Before enabling MPX management using PR_MPX_ENABLE_MANAGEMENT, the application must
first have allocated a user-space buffer for the bounds directory and placed the
location of that directory in the bndcfgu register.
These calls will fail if the CPU or kernel does not support MPX. Kernel support
for MPX is enabled via the CONFIG_X86_INTEL_MPX configuration option. You can
check whether the CPU supports MPX by looking for the 'mpx' CPUID bit, like with
the following command:
cat /proc/cpuinfo | grep ' mpx '
A thread may not switch in or out of long (64-bit) mode while MPX is enabled.
All threads in a process are affected by these calls.

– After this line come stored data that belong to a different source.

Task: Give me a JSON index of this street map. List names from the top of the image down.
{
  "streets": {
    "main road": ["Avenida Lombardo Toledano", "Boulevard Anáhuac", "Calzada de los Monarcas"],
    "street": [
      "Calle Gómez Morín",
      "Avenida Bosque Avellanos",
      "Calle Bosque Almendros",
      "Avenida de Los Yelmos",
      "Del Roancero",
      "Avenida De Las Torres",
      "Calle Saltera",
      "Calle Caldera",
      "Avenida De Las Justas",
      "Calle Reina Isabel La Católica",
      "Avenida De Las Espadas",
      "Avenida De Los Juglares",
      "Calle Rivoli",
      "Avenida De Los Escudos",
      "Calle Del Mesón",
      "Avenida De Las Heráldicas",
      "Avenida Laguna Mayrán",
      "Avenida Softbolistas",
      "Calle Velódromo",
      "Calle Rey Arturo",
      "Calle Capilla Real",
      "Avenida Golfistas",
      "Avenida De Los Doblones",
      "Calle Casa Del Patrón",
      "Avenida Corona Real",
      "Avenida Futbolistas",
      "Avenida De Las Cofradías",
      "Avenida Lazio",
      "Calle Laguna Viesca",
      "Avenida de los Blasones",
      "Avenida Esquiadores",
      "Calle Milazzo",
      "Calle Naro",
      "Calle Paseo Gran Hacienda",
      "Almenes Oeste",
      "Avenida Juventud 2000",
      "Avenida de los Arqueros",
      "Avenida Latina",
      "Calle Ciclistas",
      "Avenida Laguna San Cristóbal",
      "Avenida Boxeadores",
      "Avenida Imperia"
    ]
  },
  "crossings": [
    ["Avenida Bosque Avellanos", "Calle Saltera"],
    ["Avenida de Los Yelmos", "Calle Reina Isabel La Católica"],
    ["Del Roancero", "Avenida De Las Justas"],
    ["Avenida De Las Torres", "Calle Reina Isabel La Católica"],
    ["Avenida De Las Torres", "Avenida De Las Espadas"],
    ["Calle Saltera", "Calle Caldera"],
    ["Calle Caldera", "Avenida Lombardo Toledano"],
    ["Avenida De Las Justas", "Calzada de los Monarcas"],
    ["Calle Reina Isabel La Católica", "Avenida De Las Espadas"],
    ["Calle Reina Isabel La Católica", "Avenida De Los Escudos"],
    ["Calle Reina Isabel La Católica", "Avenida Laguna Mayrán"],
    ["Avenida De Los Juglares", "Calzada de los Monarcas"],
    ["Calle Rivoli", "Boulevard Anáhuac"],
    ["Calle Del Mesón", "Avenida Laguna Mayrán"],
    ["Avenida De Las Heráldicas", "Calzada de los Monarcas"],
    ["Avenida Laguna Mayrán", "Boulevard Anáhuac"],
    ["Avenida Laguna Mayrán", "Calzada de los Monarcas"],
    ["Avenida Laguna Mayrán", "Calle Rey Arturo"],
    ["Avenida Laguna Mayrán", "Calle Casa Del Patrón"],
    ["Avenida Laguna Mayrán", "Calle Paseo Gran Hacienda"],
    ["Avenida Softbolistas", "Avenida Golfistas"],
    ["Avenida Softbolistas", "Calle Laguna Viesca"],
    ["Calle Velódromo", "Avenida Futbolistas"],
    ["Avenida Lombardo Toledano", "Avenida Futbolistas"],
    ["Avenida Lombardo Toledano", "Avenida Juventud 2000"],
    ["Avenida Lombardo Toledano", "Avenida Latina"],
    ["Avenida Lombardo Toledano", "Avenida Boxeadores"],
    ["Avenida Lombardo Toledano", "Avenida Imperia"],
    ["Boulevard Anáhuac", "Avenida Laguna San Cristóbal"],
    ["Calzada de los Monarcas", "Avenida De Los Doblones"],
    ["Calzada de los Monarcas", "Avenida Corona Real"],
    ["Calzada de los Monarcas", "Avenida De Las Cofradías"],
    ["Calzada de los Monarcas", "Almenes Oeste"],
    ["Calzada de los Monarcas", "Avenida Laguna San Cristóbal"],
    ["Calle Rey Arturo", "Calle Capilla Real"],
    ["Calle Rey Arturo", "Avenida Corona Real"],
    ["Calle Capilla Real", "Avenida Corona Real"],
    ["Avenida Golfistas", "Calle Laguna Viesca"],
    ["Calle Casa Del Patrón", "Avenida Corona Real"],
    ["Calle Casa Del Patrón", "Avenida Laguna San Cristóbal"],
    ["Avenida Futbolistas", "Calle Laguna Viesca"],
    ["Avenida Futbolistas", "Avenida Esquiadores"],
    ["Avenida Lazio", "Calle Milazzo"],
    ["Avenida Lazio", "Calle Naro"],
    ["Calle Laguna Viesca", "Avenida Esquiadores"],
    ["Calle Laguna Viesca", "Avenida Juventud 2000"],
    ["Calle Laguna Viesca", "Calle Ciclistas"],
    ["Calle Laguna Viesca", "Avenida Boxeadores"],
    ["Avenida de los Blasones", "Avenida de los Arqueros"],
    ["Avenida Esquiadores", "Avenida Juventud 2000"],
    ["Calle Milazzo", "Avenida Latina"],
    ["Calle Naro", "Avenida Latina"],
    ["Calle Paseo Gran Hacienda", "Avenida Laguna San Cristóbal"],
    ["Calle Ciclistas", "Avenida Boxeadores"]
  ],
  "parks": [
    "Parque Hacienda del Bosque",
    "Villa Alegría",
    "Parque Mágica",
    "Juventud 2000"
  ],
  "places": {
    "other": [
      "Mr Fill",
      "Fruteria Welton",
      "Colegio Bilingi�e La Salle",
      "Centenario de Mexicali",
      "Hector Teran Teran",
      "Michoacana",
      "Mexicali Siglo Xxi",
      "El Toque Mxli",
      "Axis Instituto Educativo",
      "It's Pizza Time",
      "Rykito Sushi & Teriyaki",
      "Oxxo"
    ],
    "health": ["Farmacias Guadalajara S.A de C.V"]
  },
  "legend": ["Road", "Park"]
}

The child of a fork(2) inherits the state of MPX management. During execve(2), MPX
management is reset to a state as if PR_MPX_DISABLE_MANAGEMENT had been called.
For further information on Intel MPX, see the kernel source file
Documentation/x86/intel_mpx.txt.
PR_SET_NAME (since Linux 2.6.9)
Set the name of the calling thread, using the value in the location pointed to by
(char *) arg2. The name can be up to 16 bytes long, including the terminating null
byte. (If the length of the string, including the terminating null byte, exceeds
16 bytes, the string is silently truncated.) This is the same attribute that can
be set via pthread_setname_np(3) and retrieved using pthread_getname_np(3). The
attribute is likewise accessible via /proc/self/task/[tid]/comm, where tid is the
name of the calling thread.
PR_GET_NAME (since Linux 2.6.11)
Return the name of the calling thread, in the buffer pointed to by (char *) arg2.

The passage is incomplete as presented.